2026-05-19 01:11:44 +00:00
parent 1d9c0f996c
commit e1fcfc4f01
1 changed files with 15 additions and 0 deletions
--- a/vllm/kernels/linear/nvfp4/cutedsl.py
+++ b/vllm/kernels/linear/nvfp4/cutedsl.py
@@ -188,6 +188,21 @@ class CuTeDSLNvFp4LinearKernel(NvFp4LinearKernel):
        layer._cutedsl_global_scale_b = runner._gsb
        layer._cutedsl_activation_global_scale = activation_global_scale

+        # Warmup: CuTeDSL cute.compile corrupts GPU memory during JIT.
+        # Run a warmup forward to trigger compilation, then synchronize
+        # and verify GPU health. Matches cutedsl/runner.py MoE pattern.
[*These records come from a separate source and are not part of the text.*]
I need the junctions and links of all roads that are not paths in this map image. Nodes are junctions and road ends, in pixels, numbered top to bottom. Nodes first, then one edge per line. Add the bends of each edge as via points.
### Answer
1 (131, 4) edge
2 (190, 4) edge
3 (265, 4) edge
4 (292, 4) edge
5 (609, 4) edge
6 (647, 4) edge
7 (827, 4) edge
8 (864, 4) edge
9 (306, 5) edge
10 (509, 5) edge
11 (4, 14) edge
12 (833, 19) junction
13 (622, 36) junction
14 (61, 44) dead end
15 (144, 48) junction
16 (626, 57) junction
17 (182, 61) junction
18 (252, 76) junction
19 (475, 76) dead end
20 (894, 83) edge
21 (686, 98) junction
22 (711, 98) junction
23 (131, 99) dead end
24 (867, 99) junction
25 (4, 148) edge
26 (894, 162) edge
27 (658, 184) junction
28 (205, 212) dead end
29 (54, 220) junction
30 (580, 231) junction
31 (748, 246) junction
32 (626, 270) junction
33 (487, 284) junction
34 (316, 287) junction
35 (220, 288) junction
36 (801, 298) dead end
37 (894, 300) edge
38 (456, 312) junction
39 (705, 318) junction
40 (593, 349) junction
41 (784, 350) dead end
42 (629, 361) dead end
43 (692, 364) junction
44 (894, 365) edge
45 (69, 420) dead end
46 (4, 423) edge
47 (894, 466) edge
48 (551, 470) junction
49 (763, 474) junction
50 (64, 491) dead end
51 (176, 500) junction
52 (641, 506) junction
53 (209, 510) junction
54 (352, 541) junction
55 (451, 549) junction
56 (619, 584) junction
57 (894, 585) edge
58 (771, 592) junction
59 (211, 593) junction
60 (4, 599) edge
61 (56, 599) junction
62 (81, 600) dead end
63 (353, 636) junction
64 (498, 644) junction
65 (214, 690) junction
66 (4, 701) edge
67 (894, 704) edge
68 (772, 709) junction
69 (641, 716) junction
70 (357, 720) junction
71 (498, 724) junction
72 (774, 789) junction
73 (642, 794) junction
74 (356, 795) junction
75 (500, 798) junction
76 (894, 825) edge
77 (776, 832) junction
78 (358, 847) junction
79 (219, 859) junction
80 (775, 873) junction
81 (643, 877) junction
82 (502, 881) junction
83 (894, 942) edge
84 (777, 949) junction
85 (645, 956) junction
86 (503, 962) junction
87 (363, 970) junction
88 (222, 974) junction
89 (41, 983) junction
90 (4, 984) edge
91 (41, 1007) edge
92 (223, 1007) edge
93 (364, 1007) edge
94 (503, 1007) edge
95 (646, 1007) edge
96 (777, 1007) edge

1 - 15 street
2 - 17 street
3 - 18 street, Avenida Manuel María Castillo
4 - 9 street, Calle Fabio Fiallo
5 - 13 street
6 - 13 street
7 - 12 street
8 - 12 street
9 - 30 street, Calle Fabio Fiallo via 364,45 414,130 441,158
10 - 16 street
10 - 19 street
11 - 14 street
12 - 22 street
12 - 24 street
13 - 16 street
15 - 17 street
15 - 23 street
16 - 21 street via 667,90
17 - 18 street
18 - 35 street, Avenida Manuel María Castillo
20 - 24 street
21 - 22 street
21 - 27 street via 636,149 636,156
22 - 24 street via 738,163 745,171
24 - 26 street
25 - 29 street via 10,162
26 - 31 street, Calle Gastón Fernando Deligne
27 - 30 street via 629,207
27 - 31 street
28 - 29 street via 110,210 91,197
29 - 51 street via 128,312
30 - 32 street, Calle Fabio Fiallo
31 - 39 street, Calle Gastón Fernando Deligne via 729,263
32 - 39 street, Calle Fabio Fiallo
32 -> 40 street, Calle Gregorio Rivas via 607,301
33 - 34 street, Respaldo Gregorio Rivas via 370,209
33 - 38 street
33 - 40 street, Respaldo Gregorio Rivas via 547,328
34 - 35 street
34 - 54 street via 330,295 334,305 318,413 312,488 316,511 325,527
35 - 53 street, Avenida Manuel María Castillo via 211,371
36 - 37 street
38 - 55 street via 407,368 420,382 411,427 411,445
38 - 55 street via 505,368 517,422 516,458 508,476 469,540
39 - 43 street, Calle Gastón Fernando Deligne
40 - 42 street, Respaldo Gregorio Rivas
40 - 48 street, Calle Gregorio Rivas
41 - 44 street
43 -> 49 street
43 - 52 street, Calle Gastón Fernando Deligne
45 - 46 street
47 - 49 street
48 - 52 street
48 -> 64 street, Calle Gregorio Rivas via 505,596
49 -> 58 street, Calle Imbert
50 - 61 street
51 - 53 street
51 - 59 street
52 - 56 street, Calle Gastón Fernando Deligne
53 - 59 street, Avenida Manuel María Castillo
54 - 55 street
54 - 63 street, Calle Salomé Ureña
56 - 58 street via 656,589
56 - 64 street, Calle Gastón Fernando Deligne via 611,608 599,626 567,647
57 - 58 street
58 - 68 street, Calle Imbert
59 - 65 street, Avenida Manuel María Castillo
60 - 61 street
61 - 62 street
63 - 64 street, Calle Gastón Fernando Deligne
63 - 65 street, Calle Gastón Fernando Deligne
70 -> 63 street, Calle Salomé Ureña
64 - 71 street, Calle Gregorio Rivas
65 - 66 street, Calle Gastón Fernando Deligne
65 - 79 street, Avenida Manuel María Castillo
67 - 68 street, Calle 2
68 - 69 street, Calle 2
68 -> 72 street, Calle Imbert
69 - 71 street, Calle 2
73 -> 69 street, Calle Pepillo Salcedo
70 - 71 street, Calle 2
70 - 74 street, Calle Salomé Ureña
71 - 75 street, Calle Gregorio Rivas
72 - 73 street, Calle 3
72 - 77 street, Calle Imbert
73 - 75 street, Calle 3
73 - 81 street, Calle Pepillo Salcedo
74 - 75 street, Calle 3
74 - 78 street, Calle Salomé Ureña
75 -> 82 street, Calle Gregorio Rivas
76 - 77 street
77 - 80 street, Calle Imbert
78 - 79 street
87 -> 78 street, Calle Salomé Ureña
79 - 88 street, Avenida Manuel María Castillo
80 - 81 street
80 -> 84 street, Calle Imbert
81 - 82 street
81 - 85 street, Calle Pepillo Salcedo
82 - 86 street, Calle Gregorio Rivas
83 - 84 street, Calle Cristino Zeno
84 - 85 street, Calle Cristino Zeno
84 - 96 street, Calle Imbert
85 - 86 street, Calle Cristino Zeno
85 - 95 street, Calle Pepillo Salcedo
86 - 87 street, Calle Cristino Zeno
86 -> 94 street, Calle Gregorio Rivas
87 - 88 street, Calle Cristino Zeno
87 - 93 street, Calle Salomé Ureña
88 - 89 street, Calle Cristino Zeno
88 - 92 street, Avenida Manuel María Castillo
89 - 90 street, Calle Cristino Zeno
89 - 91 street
+        with torch.no_grad():
+            warmup_x = torch.randn(1, in_features, dtype=torch.bfloat16,
+                                    device=device)
+            _ = torch.ops.cutedsl.nvfp4_linear(
+                warmup_x, runner._mat_b, runner._scale_b, runner._gsb,
+                activation_global_scale,
+            )
+            torch.cuda.synchronize()
+            # Verify GPU is still healthy after CuTeDSL JIT
+            test = torch.ones(1, device=device) + torch.ones(1, device=device)
+            assert test.item() == 2.0, "GPU corruption after CuTeDSL JIT"
+
        # Replace weight with dummy BF16 (vLLM module introspection may need it)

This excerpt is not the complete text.